Among the records, which lines include "nodes"? List them.

══════════════════════════════

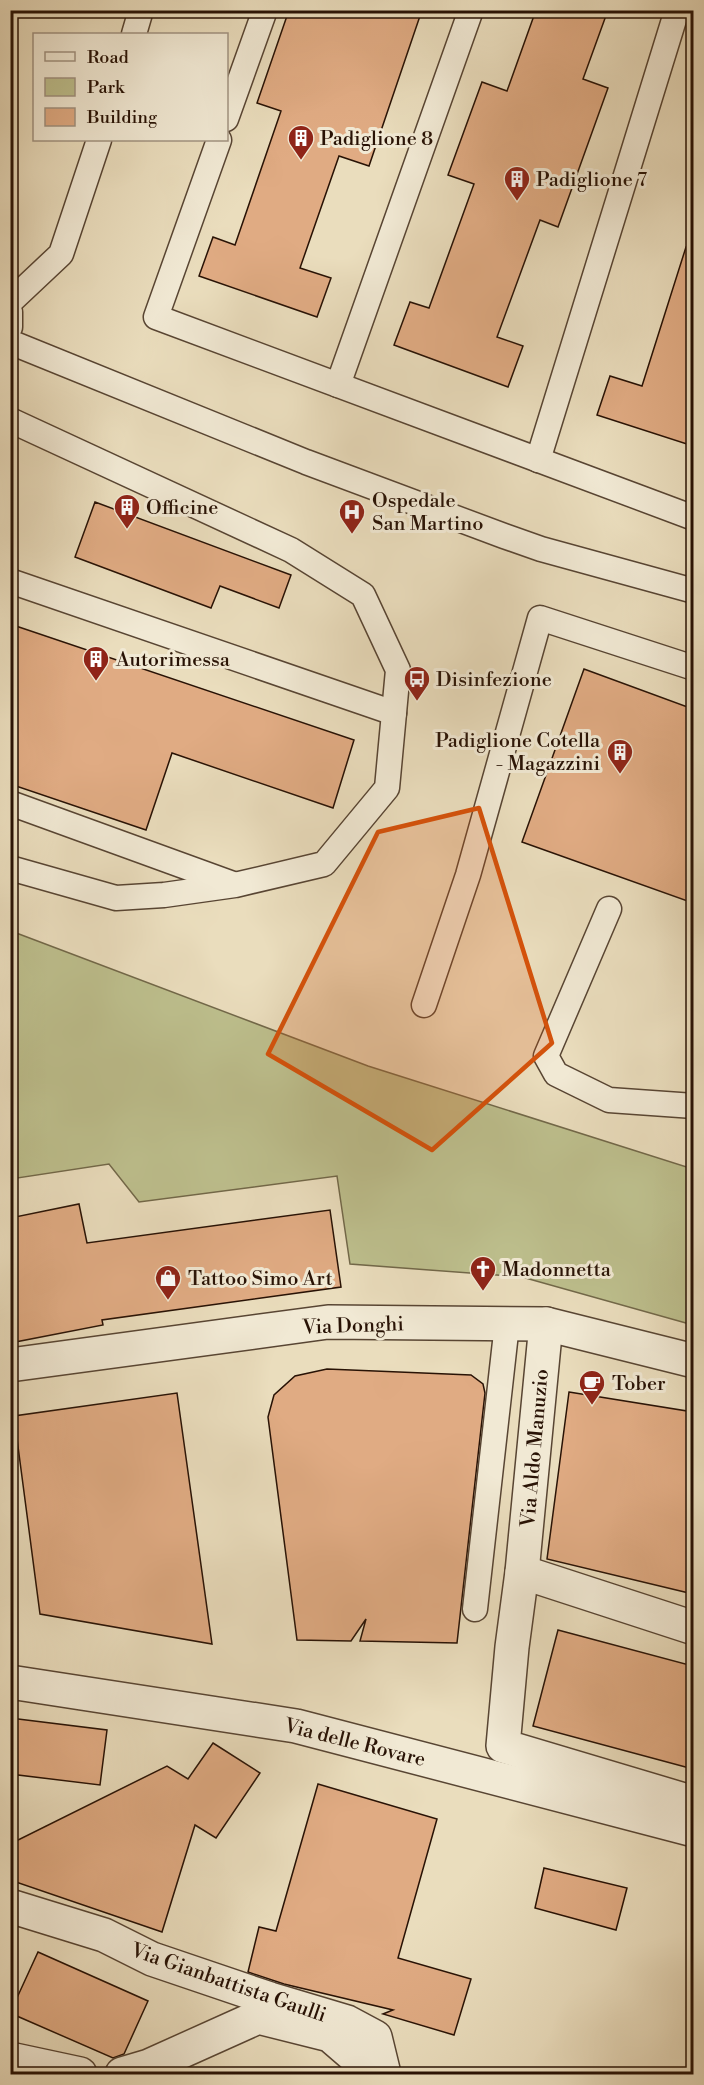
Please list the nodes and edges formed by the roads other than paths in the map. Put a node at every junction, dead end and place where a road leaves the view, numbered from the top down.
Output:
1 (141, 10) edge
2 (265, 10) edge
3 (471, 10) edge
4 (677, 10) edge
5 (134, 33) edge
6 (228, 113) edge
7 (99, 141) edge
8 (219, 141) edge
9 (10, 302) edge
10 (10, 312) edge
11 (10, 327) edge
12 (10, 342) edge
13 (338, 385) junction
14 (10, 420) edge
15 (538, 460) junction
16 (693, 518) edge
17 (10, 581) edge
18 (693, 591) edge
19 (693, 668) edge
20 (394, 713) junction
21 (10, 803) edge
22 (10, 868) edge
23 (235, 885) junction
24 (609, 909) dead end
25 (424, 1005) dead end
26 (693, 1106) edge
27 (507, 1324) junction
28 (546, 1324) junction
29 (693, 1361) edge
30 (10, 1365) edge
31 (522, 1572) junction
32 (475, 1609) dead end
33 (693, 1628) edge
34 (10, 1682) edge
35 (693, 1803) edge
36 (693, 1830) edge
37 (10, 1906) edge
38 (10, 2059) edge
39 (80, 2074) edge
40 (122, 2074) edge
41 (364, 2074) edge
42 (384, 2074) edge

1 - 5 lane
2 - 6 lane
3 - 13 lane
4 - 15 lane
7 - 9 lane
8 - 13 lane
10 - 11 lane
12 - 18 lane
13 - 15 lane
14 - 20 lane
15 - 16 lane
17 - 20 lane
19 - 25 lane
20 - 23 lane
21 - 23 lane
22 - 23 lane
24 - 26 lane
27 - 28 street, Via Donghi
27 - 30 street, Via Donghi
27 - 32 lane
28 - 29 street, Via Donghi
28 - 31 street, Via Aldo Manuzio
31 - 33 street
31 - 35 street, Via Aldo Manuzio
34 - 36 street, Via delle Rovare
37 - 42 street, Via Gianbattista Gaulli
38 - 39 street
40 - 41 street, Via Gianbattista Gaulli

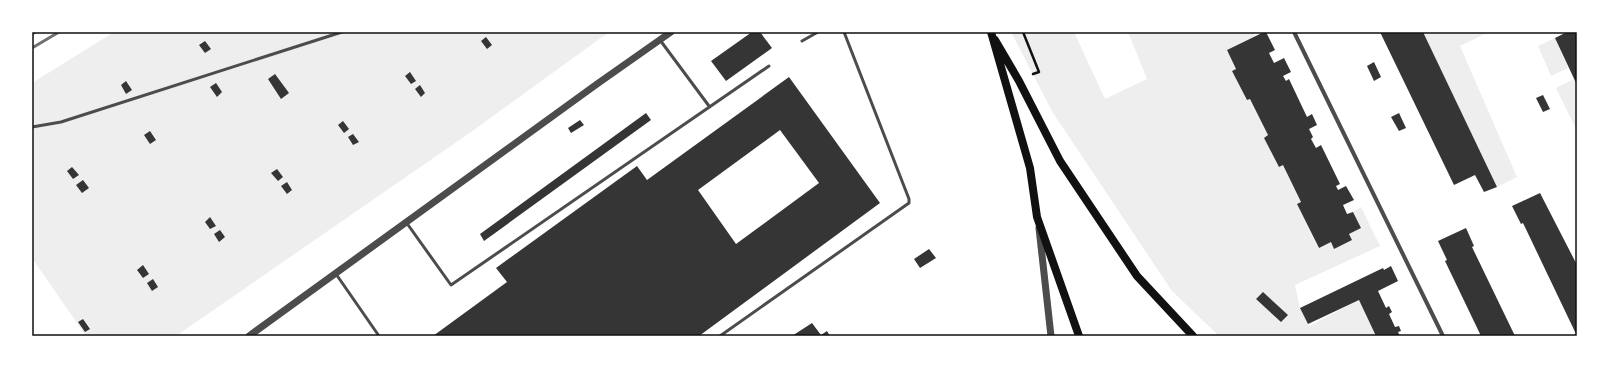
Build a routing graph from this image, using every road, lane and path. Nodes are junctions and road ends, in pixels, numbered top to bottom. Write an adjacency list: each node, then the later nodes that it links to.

══════════════════════════════

Exercise solution —
Please list the nodes and edges formed by the roads other than paths in the map. Put a node at every junction, dead end and place where a road leaves the view, numbered from the top down.
Build a routing graph from this image, using every road, lane and path. Nodes are junctions and road ends, in pixels, numbered top to bottom. Write an adjacency list: each node, then the later nodes that it links to.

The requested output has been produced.